Notes Are for Thinking

Good note-taking is not about recording the past. It is a tool for thinking in the present — shaping attention, learning, and judgment as work unfolds.

Notes Are for Thinking
Notes are for thinking

Editor’s note: This essay explores one of the central questions behind Cultivated’s work — how thinking clearly in real time shapes learning, judgment, and the quality of work itself.


Notes Are for Thinking

Note-taking is an essential skill very few of us are ever taught.

And in work, especially, I see surprisingly few people learning how to do it well.

That is odd — because good note-taking does something quietly powerful.

It calms the mind.
It sharpens thinking.
It helps us remember what matters.

Over time, it even changes how seriously others take us — and how seriously we take ourselves.

Done properly, notes are not just a record of the past.

They are a tool for thinking in the present.


Writing to remember now

The digital versus analogue debate misses the point.

This is not about nostalgia.

It is about cognition.

When we write by hand, we are not storing information for later. We are processing it in the moment.

We write to remember now.

The hand slows the mind just enough to ask:
What actually matters here?

Typing makes it easy to capture everything. Too easy.
And when everything is captured, nothing is understood.

Learning happens in interpretation, not transcription.

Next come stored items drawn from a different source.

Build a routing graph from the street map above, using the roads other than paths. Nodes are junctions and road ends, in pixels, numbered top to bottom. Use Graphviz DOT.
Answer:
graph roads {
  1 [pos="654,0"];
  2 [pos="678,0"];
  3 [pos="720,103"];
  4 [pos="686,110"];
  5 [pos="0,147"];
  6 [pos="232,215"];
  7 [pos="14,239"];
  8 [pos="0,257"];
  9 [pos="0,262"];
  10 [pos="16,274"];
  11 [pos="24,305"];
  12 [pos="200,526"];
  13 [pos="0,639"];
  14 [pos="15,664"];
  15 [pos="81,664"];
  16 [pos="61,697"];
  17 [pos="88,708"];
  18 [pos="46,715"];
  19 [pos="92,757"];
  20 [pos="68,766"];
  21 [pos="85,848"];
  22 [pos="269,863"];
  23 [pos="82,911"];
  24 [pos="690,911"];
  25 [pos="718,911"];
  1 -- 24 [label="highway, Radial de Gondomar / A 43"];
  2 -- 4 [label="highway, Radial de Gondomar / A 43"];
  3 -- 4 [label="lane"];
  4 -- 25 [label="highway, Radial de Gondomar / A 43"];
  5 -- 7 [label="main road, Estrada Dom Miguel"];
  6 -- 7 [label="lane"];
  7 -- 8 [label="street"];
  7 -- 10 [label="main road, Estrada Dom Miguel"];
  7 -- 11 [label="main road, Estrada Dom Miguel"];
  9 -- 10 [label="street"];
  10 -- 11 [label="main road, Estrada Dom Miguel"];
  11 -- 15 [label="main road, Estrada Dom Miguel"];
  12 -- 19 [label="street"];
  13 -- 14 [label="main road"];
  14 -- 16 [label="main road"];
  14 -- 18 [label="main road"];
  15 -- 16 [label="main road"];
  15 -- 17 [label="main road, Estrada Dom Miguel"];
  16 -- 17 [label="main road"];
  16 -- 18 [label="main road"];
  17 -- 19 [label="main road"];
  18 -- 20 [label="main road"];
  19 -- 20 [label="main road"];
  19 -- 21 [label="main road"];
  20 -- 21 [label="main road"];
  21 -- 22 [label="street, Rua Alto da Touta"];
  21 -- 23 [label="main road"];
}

Handwriting forces a choice over what to capture and ponder. Choice is where understanding begins, and awareness and knowledge form.


Presence is visible

A notebook does something else.

It signals attention.

Closing a laptop and picking up a pen tells the room — and yourself — that you are here.

Listening, after all, is the greatest compliment we can give someone.
A screen divides attention. A notebook gathers it.

This is why serious leaders, creators, and decision-makers nearly always carry one.

Not for aesthetics.

For presence.


Effectiveness beats efficiency

Typing may feel faster.

But faster is meaningless if the thinking is poorer.

There is little point in making something ineffective more efficient.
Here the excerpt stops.